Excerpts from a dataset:
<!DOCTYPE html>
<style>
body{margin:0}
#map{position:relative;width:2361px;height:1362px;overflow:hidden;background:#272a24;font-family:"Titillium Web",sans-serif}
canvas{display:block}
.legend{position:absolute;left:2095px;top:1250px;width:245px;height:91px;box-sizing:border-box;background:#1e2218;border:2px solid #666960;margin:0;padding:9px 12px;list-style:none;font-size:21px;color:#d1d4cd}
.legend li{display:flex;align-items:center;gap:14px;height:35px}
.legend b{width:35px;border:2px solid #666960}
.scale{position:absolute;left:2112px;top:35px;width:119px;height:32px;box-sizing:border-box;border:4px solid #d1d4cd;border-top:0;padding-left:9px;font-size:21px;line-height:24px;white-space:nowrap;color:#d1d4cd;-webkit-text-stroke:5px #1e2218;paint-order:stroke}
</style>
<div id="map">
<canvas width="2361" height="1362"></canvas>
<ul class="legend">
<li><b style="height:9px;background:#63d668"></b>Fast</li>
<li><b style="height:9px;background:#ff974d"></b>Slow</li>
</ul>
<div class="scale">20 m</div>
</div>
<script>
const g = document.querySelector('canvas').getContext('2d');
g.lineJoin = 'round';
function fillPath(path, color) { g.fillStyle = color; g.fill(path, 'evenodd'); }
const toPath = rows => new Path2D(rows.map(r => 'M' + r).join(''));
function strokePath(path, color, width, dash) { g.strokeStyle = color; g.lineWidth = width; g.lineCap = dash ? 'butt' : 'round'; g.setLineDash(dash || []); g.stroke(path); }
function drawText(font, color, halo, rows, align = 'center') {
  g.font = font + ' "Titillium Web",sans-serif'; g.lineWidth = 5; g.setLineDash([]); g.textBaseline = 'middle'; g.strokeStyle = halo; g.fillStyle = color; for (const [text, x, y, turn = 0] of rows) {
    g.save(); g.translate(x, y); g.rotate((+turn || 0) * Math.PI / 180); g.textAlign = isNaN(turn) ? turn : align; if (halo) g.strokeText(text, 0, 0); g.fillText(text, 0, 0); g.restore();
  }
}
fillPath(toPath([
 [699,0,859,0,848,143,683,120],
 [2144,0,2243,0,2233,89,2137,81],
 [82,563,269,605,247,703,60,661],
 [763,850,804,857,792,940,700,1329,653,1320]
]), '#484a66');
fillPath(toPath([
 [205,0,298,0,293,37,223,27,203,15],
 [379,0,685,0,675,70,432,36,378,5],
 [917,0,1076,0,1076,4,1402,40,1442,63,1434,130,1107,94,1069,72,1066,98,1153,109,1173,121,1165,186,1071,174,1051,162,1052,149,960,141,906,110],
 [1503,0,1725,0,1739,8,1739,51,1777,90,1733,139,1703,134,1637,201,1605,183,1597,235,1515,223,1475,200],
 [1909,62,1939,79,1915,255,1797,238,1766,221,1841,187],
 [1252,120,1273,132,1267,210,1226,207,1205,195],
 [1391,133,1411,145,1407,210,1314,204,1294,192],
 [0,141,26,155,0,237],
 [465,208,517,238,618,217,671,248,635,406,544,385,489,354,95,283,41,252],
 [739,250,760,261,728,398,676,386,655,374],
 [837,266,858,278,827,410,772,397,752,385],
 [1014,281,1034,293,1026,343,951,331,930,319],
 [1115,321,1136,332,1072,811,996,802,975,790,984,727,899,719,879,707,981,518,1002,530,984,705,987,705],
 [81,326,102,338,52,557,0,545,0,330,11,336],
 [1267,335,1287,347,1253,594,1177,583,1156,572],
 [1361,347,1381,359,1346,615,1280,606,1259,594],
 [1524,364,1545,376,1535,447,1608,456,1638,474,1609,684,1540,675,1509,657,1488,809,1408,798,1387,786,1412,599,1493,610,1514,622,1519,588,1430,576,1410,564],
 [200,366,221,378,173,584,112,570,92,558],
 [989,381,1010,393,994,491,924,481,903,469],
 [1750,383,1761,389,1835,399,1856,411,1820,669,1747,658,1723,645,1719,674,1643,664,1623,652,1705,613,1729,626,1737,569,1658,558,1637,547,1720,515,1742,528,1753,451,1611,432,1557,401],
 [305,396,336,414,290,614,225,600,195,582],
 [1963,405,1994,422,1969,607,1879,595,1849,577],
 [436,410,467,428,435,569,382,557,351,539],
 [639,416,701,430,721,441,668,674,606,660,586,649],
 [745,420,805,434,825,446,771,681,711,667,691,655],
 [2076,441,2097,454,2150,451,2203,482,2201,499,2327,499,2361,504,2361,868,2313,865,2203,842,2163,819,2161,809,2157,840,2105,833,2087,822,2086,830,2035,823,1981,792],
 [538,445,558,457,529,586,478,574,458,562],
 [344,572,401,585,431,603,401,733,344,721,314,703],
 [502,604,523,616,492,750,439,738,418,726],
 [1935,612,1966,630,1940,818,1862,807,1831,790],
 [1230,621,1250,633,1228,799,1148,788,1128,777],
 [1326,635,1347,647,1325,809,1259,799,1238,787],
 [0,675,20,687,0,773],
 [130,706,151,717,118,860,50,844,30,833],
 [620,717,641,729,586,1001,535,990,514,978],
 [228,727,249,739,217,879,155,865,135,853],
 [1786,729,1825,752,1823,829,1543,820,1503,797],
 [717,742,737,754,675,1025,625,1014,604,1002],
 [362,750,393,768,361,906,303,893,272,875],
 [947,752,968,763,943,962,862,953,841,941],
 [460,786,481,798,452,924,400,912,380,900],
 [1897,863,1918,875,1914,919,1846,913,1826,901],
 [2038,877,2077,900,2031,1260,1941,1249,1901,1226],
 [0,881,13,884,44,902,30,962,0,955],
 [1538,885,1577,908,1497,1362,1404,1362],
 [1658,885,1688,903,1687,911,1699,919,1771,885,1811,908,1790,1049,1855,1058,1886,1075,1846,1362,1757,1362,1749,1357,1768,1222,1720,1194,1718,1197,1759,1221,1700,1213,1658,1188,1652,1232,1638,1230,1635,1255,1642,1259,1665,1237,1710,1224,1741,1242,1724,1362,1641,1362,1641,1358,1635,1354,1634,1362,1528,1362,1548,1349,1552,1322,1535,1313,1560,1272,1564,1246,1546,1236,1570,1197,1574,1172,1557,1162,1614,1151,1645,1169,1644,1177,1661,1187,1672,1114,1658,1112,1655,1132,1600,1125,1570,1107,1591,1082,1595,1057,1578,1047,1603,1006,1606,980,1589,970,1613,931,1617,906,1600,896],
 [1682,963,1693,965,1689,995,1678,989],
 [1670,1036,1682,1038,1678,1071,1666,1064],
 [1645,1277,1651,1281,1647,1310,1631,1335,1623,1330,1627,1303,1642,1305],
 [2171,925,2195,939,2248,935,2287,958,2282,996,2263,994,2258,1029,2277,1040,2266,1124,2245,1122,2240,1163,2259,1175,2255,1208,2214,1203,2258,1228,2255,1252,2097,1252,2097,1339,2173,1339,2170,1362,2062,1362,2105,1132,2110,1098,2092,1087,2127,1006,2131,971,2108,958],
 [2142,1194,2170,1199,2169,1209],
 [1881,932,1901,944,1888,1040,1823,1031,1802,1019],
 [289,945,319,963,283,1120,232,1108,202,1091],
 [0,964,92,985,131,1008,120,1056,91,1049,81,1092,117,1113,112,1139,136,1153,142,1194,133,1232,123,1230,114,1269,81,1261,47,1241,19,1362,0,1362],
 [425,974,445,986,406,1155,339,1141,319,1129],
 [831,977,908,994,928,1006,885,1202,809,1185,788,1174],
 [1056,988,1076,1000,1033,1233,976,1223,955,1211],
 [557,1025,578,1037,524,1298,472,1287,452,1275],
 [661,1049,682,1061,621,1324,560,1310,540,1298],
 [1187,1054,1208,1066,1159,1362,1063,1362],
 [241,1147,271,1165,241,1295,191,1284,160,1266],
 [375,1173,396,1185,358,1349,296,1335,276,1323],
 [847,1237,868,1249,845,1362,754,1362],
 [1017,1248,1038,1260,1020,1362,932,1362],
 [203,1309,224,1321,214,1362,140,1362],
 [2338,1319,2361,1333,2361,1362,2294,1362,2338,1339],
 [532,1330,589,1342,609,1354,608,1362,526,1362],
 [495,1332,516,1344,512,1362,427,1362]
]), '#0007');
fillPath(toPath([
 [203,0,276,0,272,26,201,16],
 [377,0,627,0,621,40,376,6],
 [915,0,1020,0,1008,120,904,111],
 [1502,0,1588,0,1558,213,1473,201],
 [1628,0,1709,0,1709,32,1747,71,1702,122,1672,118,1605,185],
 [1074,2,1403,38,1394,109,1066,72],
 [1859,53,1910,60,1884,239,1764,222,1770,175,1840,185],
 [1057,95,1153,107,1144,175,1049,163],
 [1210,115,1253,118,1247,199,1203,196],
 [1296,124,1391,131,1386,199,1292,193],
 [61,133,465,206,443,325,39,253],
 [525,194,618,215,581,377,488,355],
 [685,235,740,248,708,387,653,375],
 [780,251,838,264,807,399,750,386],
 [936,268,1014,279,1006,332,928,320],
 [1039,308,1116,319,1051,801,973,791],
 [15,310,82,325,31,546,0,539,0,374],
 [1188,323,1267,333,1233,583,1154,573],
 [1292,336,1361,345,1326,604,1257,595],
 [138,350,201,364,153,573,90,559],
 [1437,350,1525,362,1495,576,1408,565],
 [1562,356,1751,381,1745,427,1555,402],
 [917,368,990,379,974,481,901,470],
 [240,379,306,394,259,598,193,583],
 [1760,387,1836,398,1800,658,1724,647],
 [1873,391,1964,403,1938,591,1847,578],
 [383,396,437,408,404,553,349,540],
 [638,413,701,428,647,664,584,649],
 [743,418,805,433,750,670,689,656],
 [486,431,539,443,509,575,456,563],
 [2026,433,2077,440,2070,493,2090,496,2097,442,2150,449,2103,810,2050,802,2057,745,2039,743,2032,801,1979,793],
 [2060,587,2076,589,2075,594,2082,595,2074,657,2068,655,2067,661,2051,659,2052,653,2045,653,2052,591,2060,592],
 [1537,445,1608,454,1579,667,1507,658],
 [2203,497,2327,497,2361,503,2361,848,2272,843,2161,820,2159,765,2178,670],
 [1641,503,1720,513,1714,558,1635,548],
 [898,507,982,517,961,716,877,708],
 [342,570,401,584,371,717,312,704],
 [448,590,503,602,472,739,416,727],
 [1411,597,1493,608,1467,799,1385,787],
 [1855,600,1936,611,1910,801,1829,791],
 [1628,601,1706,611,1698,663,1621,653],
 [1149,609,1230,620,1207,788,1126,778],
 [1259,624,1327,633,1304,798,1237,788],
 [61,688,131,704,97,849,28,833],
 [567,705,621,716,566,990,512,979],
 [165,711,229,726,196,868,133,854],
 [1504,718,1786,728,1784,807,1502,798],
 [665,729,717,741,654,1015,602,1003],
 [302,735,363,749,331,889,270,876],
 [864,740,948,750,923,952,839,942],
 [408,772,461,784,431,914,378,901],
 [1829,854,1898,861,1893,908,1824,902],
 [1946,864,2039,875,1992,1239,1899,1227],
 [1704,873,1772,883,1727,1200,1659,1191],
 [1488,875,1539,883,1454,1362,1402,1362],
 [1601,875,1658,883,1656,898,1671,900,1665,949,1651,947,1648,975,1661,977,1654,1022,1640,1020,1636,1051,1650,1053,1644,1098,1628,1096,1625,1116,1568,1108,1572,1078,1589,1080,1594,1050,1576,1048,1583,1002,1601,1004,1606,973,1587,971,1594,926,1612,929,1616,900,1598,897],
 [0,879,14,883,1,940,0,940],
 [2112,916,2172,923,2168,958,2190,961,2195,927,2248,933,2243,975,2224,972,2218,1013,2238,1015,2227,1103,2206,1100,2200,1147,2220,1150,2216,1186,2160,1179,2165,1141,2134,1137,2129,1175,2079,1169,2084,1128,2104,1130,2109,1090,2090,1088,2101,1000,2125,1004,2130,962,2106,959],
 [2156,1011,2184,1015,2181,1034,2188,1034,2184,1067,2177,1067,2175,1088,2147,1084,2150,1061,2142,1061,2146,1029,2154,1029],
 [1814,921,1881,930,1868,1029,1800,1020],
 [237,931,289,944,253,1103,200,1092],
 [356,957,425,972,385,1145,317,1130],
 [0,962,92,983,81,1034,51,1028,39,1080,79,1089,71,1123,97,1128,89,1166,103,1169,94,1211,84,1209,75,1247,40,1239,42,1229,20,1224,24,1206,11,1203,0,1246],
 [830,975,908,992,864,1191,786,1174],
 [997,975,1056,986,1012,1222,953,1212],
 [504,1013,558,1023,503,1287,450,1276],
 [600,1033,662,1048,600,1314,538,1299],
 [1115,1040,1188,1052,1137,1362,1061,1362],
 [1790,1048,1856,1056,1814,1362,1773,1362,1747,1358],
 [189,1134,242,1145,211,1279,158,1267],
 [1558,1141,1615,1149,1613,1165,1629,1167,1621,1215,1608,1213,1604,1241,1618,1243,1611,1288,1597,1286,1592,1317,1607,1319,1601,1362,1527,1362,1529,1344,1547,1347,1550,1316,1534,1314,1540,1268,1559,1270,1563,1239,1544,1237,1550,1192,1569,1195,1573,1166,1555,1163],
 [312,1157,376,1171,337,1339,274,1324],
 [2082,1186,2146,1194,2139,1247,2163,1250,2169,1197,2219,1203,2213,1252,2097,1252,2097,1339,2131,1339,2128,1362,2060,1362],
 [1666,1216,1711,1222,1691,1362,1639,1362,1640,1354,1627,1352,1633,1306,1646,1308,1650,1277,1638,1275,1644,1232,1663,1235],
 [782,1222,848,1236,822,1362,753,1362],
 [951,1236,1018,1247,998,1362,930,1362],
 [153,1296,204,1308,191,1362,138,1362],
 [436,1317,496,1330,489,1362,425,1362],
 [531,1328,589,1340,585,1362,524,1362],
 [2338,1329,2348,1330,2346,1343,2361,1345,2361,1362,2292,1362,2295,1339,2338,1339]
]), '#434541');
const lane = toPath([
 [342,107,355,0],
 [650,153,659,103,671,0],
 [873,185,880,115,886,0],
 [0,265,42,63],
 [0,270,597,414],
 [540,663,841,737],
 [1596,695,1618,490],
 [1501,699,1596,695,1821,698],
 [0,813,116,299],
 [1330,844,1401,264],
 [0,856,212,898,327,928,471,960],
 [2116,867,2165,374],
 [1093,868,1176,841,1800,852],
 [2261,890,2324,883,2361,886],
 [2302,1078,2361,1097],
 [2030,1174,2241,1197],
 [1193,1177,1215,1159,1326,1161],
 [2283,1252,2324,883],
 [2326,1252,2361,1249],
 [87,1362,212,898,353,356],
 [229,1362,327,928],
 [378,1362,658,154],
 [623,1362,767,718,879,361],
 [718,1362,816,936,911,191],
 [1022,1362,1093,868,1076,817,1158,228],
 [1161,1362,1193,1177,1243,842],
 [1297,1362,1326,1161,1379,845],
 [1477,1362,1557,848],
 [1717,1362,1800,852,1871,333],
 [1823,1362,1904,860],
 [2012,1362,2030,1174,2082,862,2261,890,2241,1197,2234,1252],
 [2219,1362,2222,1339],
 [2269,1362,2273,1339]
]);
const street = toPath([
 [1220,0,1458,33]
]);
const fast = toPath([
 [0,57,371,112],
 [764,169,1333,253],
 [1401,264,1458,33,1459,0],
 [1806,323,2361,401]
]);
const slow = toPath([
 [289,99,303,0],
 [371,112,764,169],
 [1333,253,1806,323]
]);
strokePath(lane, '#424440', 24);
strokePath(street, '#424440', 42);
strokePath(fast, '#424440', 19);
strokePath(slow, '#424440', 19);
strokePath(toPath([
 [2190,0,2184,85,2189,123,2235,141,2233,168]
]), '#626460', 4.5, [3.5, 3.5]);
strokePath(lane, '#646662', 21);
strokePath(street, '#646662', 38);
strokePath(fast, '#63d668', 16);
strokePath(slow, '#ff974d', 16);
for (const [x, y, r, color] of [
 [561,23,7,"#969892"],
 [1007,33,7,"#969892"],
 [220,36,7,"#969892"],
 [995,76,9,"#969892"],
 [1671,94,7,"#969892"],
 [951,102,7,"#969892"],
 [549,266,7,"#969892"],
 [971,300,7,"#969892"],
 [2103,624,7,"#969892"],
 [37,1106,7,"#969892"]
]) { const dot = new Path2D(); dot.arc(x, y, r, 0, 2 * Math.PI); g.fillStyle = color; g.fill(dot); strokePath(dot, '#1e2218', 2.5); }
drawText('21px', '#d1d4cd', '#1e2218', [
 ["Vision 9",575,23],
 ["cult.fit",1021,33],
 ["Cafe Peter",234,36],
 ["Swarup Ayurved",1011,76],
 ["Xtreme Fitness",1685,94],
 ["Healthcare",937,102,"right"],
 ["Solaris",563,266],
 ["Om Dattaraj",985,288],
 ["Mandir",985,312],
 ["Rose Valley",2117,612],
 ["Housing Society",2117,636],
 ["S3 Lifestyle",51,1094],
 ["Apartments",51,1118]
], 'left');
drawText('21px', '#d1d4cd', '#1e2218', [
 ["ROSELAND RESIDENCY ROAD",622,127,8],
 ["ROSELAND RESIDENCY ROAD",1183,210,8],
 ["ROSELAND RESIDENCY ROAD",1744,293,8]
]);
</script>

→ **Task details**
Count how many lines of the records hold the string "display"; the answer is that number alone.

→ **Response box**
2